The Lovers

Everything About Fiction You Never Wanted to Know.

Hal Yarrow is a lowly joat linguist living in the oppressive Haijac Union, one of the major World powers in 3050 A.C. The Haijac Union is a puritan Theocracy based on a future religion founded by a prophet called Isaac Sigmen called Serialism, an offshoot of Judeochristian beliefs mixed with a pseudo-scientific temporal theory called Dunnology. Adherence to realist actions is a matter of life and death, as citizens are rated regularly in their morals and those who consistently slip are "sent to H". Yarrow, unfortunately, is prone to unreal thinking, and he's not helped by his wife Marie, a proper, frigid, passive-aggressive Sigmenite who feels forced to rat out every minor unreality to their resident gapt Pornsen, a combination of confessor and political commissary.

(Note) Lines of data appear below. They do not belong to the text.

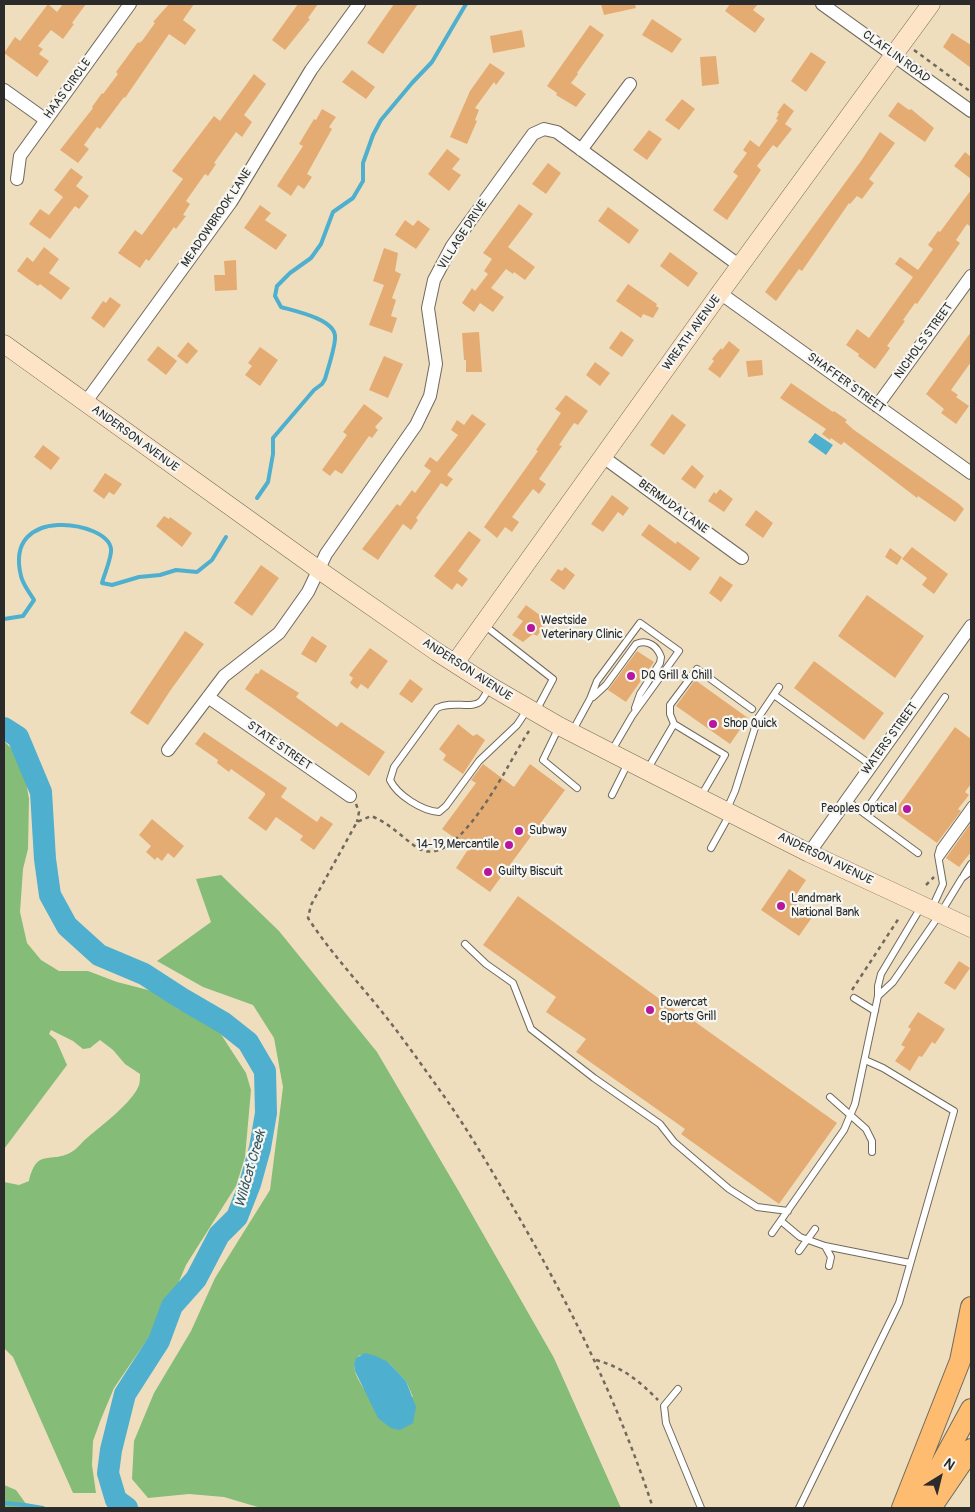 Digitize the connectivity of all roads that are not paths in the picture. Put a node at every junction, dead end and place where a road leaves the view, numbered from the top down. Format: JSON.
{"nodes":[{"id":1,"x":130,"y":4,"type":"edge"},
{"id":2,"x":359,"y":4,"type":"edge"},
{"id":3,"x":822,"y":4,"type":"edge"},
{"id":4,"x":931,"y":4,"type":"edge"},
{"id":5,"x":898,"y":49,"type":"junction"},
{"id":6,"x":630,"y":84,"type":"dead end"},
{"id":7,"x":4,"y":90,"type":"edge"},
{"id":8,"x":971,"y":111,"type":"edge"},
{"id":9,"x":46,"y":120,"type":"junction"},
{"id":10,"x":581,"y":150,"type":"junction"},
{"id":11,"x":17,"y":179,"type":"dead end"},
{"id":12,"x":740,"y":266,"type":"junction"},
{"id":13,"x":971,"y":276,"type":"edge"},
{"id":14,"x":720,"y":293,"type":"junction"},
{"id":15,"x":4,"y":344,"type":"edge"},
{"id":16,"x":85,"y":403,"type":"junction"},
{"id":17,"x":877,"y":406,"type":"junction"},
{"id":18,"x":603,"y":457,"type":"junction"},
{"id":19,"x":971,"y":473,"type":"edge"},
{"id":20,"x":742,"y":558,"type":"dead end"},
{"id":21,"x":319,"y":570,"type":"junction"},
{"id":22,"x":483,"y":624,"type":"junction"},
{"id":23,"x":971,"y":626,"type":"edge"},
{"id":24,"x":967,"y":640,"type":"edge"},
{"id":25,"x":455,"y":663,"type":"junction"},
{"id":26,"x":490,"y":686,"type":"junction"},
{"id":27,"x":779,"y":687,"type":"dead end"},
{"id":28,"x":774,"y":695,"type":"junction"},
{"id":29,"x":208,"y":697,"type":"junction"},
{"id":30,"x":945,"y":697,"type":"dead end"},
{"id":31,"x":590,"y":699,"type":"junction"},
{"id":32,"x":752,"y":709,"type":"dead end"},
{"id":33,"x":532,"y":710,"type":"junction"},
{"id":34,"x":632,"y":716,"type":"junction"},
{"id":35,"x":674,"y":724,"type":"junction"},
{"id":36,"x":566,"y":729,"type":"junction"},
{"id":37,"x":168,"y":750,"type":"dead end"},
{"id":38,"x":611,"y":753,"type":"junction"},
{"id":39,"x":628,"y":762,"type":"junction"},
{"id":40,"x":871,"y":765,"type":"junction"},
{"id":41,"x":647,"y":771,"type":"junction"},
{"id":42,"x":577,"y":788,"type":"dead end"},
{"id":43,"x":612,"y":795,"type":"dead end"},
{"id":44,"x":350,"y":796,"type":"road end"},
{"id":45,"x":700,"y":798,"type":"junction"},
{"id":46,"x":846,"y":800,"type":"junction"},
{"id":47,"x":971,"y":805,"type":"edge"},
{"id":48,"x":728,"y":812,"type":"junction"},
{"id":49,"x":864,"y":813,"type":"junction"},
{"id":50,"x":971,"y":815,"type":"edge"},
{"id":51,"x":711,"y":848,"type":"dead end"},
{"id":52,"x":809,"y":853,"type":"junction"},
{"id":53,"x":918,"y":853,"type":"dead end"},
{"id":54,"x":939,"y":860,"type":"junction"},
{"id":55,"x":971,"y":864,"type":"edge"},
{"id":56,"x":971,"y":872,"type":"edge"},
{"id":57,"x":962,"y":878,"type":"junction"},
{"id":58,"x":931,"y":910,"type":"junction"},
{"id":59,"x":970,"y":925,"type":"edge"},
{"id":60,"x":465,"y":944,"type":"dead end"},
{"id":61,"x":878,"y":996,"type":"junction"},
{"id":62,"x":851,"y":997,"type":"road end"},
{"id":63,"x":875,"y":1011,"type":"junction"},
{"id":64,"x":865,"y":1060,"type":"junction"},
{"id":65,"x":830,"y":1097,"type":"dead end"},
{"id":66,"x":850,"y":1116,"type":"junction"},
{"id":67,"x":872,"y":1152,"type":"dead end"},
{"id":68,"x":788,"y":1211,"type":"junction"},
{"id":69,"x":781,"y":1221,"type":"junction"},
{"id":70,"x":815,"y":1230,"type":"dead end"},
{"id":71,"x":772,"y":1233,"type":"dead end"},
{"id":72,"x":807,"y":1240,"type":"junction"},
{"id":73,"x":825,"y":1246,"type":"junction"},
{"id":74,"x":799,"y":1251,"type":"dead end"},
{"id":75,"x":910,"y":1263,"type":"junction"},
{"id":76,"x":829,"y":1266,"type":"dead end"},
{"id":77,"x":971,"y":1307,"type":"edge"},
{"id":78,"x":678,"y":1389,"type":"dead end"},
{"id":79,"x":971,"y":1409,"type":"edge"},
{"id":80,"x":971,"y":1449,"type":"edge"},
{"id":81,"x":701,"y":1508,"type":"edge"},
{"id":82,"x":799,"y":1508,"type":"edge"},
{"id":83,"x":902,"y":1508,"type":"edge"},
{"id":84,"x":917,"y":1508,"type":"edge"},
{"id":85,"x":931,"y":1508,"type":"edge"}],
"edges":[{"from":1,"to":9,"type":"street","name":"HAAS CIRCLE"},
{"from":2,"to":16,"type":"street","name":"MEADOWBROOK LANE"},
{"from":3,"to":5,"type":"street","name":"CLAFLIN ROAD"},
{"from":4,"to":5,"type":"main road","name":"WREATH AVENUE"},
{"from":5,"to":8,"type":"street","name":"CLAFLIN ROAD"},
{"from":5,"to":12,"type":"main road","name":"WREATH AVENUE"},
{"from":6,"to":10,"type":"street"},
{"from":7,"to":9,"type":"street"},
{"from":9,"to":11,"type":"street","name":"HAAS CIRCLE"},
{"from":10,"to":12,"type":"street","name":"VILLAGE DRIVE"},
{"from":10,"to":21,"type":"street","name":"VILLAGE DRIVE"},
{"from":12,"to":14,"type":"main road","name":"WREATH AVENUE"},
{"from":13,"to":17,"type":"street","name":"NICHOLS STREET"},
{"from":14,"to":17,"type":"street","name":"SHAFFER STREET"},
{"from":14,"to":18,"type":"main road","name":"WREATH AVENUE"},
{"from":15,"to":16,"type":"main road","name":"ANDERSON AVENUE"},
{"from":16,"to":21,"type":"main road","name":"ANDERSON AVENUE"},
{"from":17,"to":19,"type":"street","name":"SHAFFER STREET"},
{"from":18,"to":20,"type":"street","name":"BERMUDA LANE"},
{"from":18,"to":22,"type":"main road","name":"WREATH AVENUE"},
{"from":21,"to":25,"type":"main road","name":"ANDERSON AVENUE"},
{"from":21,"to":29,"type":"street","name":"VILLAGE DRIVE"},
{"from":22,"to":25,"type":"main road","name":"WREATH AVENUE"},
{"from":22,"to":33,"type":"lane"},
{"from":23,"to":24,"type":"street","name":"WATERS STREET"},
{"from":24,"to":40,"type":"street","name":"WATERS STREET"},
{"from":25,"to":26,"type":"main road","name":"ANDERSON AVENUE"},
{"from":26,"to":33,"type":"main road","name":"ANDERSON AVENUE"},
{"from":26,"to":33,"type":"lane"},
{"from":27,"to":28,"type":"lane"},
{"from":28,"to":40,"type":"lane"},
{"from":28,"to":48,"type":"lane"},
{"from":29,"to":37,"type":"street","name":"VILLAGE DRIVE"},
{"from":29,"to":44,"type":"street","name":"STATE STREET"},
{"from":30,"to":49,"type":"lane"},
{"from":31,"to":34,"type":"lane"},
{"from":31,"to":34,"type":"lane"},
{"from":31,"to":36,"type":"lane"},
{"from":32,"to":35,"type":"lane"},
{"from":33,"to":36,"type":"main road","name":"ANDERSON AVENUE"},
{"from":34,"to":38,"type":"lane"},
{"from":35,"to":41,"type":"lane"},
{"from":35,"to":45,"type":"lane"},
{"from":36,"to":38,"type":"main road","name":"ANDERSON AVENUE"},
{"from":36,"to":42,"type":"lane"},
{"from":38,"to":39,"type":"main road","name":"ANDERSON AVENUE"},
{"from":39,"to":41,"type":"main road","name":"ANDERSON AVENUE"},
{"from":39,"to":43,"type":"lane"},
{"from":40,"to":46,"type":"street","name":"WATERS STREET"},
{"from":41,"to":45,"type":"main road","name":"ANDERSON AVENUE"},
{"from":45,"to":48,"type":"main road","name":"ANDERSON AVENUE"},
{"from":46,"to":49,"type":"lane"},
{"from":46,"to":52,"type":"street","name":"WATERS STREET"},
{"from":47,"to":54,"type":"lane"},
{"from":48,"to":51,"type":"lane"},
{"from":48,"to":52,"type":"main road","name":"ANDERSON AVENUE"},
{"from":49,"to":53,"type":"lane"},
{"from":50,"to":54,"type":"lane"},
{"from":52,"to":58,"type":"main road","name":"ANDERSON AVENUE"},
{"from":54,"to":58,"type":"lane"},
{"from":55,"to":57,"type":"lane"},
{"from":56,"to":57,"type":"lane"},
{"from":57,"to":58,"type":"lane"},
{"from":58,"to":59,"type":"main road","name":"ANDERSON AVENUE"},
{"from":58,"to":61,"type":"lane"},
{"from":58,"to":61,"type":"lane"},
{"from":60,"to":68,"type":"lane"},
{"from":61,"to":63,"type":"lane"},
{"from":62,"to":63,"type":"lane"},
{"from":63,"to":64,"type":"lane"},
{"from":64,"to":66,"type":"lane"},
{"from":64,"to":75,"type":"lane"},
{"from":65,"to":66,"type":"lane"},
{"from":66,"to":67,"type":"lane"},
{"from":66,"to":68,"type":"lane"},
{"from":68,"to":69,"type":"lane"},
{"from":69,"to":71,"type":"lane"},
{"from":69,"to":72,"type":"lane"},
{"from":70,"to":72,"type":"lane"},
{"from":72,"to":73,"type":"lane"},
{"from":72,"to":74,"type":"lane"},
{"from":73,"to":75,"type":"lane"},
{"from":73,"to":76,"type":"lane"},
{"from":75,"to":82,"type":"lane"},
{"from":77,"to":83,"type":"main road"},
{"from":78,"to":81,"type":"lane"},
{"from":79,"to":84,"type":"main road"},
{"from":80,"to":85,"type":"main road"}]}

Eventually Yarrow's stubborn lack of specialization is his salvation, as he gets recruited (and thus saved from "H") for a top secret mission; be the resident linguist for a diplomatic expedition to Ozagen, the first inhabitable world found by the Haijac space program. Ozagen is populated by friendly, highly evolved sentient arthropods whose technological level is comparable to that of the early 20th century, derisively named wogglebugs (wogs for short) by the Haijacs; the expedition, though, is actually a genocidal mission who plans to kill the whole species using a Synthetic Plague. Wogs would join in extinction the other sentient species they used to share their planet with, a mammalian anthropoid astonishingly similar to humans. It is while exploring some ruins of these man-like aliens that Yarrow meets one mysterious girl that shouldn't be there, or even exist, who makes him feel for the first time what his Sturch-appointed wife never did. This and his growing friendship with Fobo, a wog psychologist, sends him into a downward spiral of unreality.

This novel launched the career of Philip Jose Farmer, won an Hugo in 1953, it is often listed as a landmark in Science Fiction... and it pretty much stopped Farmer's professional writing career for the next decade, as it was a shining example of a book ahead of its time that no publisher in The Fifties would touch with a ten foot pole (in fact, it wasn't published in book form until 1961). The Lovers is credited with introducing Sex into Science Fiction beyond the Green-Skinned Space Babe, and mixing it with Religion, Politics, Psychology and Pulp, Farmer's favourite subjects.

There's another novel by Farmer sharing the same setting, Day of Timestop (a.k.a. as Timestop or A Woman A Day), but it's not actually a sequel.